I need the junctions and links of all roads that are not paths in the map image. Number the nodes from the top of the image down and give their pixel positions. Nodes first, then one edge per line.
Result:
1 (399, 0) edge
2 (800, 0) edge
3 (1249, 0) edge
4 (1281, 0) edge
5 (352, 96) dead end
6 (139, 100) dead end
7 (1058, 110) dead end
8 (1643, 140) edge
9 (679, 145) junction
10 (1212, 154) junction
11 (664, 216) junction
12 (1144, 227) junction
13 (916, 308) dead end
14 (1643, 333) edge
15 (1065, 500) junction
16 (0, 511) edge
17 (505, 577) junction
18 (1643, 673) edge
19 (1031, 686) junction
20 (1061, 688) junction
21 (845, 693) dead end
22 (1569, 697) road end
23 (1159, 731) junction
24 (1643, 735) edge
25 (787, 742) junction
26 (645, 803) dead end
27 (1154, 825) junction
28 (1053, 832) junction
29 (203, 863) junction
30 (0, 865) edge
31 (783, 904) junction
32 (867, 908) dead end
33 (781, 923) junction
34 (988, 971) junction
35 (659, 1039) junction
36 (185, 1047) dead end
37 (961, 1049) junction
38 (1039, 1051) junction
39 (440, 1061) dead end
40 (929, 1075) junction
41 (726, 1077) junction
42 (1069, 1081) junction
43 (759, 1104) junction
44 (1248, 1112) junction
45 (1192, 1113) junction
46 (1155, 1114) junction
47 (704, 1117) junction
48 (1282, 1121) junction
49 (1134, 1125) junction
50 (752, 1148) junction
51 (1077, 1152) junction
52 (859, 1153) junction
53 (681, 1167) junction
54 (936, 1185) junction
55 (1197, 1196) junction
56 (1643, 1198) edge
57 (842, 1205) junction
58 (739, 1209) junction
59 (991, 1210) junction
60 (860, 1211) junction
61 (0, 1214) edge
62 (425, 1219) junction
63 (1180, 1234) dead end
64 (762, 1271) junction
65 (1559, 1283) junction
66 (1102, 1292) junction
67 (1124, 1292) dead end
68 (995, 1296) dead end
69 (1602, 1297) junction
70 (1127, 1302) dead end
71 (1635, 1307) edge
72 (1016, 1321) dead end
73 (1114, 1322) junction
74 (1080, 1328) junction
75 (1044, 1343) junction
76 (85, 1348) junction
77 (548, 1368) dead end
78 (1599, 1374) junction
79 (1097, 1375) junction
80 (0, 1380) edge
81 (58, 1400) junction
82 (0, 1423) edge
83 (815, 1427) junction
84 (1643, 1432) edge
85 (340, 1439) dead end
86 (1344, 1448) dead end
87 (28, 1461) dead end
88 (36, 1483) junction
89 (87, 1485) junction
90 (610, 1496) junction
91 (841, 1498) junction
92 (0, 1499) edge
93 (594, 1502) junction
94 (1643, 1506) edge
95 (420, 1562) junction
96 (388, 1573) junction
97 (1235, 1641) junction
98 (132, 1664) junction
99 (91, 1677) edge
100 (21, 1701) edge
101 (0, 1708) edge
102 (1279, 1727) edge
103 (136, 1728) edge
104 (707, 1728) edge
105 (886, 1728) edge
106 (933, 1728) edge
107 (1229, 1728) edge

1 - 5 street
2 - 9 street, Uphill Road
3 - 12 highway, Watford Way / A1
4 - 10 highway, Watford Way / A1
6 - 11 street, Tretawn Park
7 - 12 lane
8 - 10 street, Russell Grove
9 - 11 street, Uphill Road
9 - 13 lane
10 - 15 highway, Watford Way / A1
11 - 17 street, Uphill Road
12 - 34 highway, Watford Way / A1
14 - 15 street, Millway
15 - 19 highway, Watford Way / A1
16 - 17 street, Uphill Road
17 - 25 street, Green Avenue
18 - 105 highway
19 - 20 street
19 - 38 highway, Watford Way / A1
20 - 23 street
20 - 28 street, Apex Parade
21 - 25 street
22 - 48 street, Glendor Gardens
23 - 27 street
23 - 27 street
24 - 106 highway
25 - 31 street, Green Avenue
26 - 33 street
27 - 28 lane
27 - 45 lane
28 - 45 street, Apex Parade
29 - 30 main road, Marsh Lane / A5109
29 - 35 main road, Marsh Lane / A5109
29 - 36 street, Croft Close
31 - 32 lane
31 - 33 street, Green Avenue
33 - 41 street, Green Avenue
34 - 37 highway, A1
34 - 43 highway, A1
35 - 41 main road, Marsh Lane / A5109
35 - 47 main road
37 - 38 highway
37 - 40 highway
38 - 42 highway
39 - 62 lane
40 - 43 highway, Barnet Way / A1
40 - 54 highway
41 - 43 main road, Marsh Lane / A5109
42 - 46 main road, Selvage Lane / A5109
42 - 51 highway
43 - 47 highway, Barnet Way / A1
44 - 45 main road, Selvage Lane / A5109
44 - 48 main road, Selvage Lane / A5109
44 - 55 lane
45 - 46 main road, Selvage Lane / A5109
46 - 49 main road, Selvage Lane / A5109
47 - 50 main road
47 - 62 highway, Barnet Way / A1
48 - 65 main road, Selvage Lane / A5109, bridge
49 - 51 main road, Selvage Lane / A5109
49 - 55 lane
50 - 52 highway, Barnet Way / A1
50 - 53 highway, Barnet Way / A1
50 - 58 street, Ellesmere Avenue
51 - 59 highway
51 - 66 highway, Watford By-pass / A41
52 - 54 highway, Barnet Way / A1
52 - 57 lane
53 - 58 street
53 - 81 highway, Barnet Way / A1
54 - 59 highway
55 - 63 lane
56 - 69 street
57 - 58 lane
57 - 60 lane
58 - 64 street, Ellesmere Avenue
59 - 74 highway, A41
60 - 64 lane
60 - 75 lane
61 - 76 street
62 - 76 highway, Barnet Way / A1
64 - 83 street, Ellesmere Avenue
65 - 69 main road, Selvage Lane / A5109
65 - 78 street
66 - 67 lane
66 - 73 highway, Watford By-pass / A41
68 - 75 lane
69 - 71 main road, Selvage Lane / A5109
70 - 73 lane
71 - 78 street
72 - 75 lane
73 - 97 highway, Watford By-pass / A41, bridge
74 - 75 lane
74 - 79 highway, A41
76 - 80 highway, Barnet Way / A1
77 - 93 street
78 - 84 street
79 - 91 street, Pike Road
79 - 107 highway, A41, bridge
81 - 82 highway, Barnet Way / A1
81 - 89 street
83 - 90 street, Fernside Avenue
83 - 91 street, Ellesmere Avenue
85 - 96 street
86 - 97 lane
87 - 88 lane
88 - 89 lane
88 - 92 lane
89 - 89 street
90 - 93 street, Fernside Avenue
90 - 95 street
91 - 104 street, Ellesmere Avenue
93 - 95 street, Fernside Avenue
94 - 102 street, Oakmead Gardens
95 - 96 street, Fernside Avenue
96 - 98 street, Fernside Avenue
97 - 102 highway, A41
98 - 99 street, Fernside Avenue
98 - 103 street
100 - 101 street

──────────────────────────────

The answer should consist of every line above in which "Marsh" appears.

Exercise response
29 - 30 main road, Marsh Lane / A5109
29 - 35 main road, Marsh Lane / A5109
35 - 41 main road, Marsh Lane / A5109
41 - 43 main road, Marsh Lane / A5109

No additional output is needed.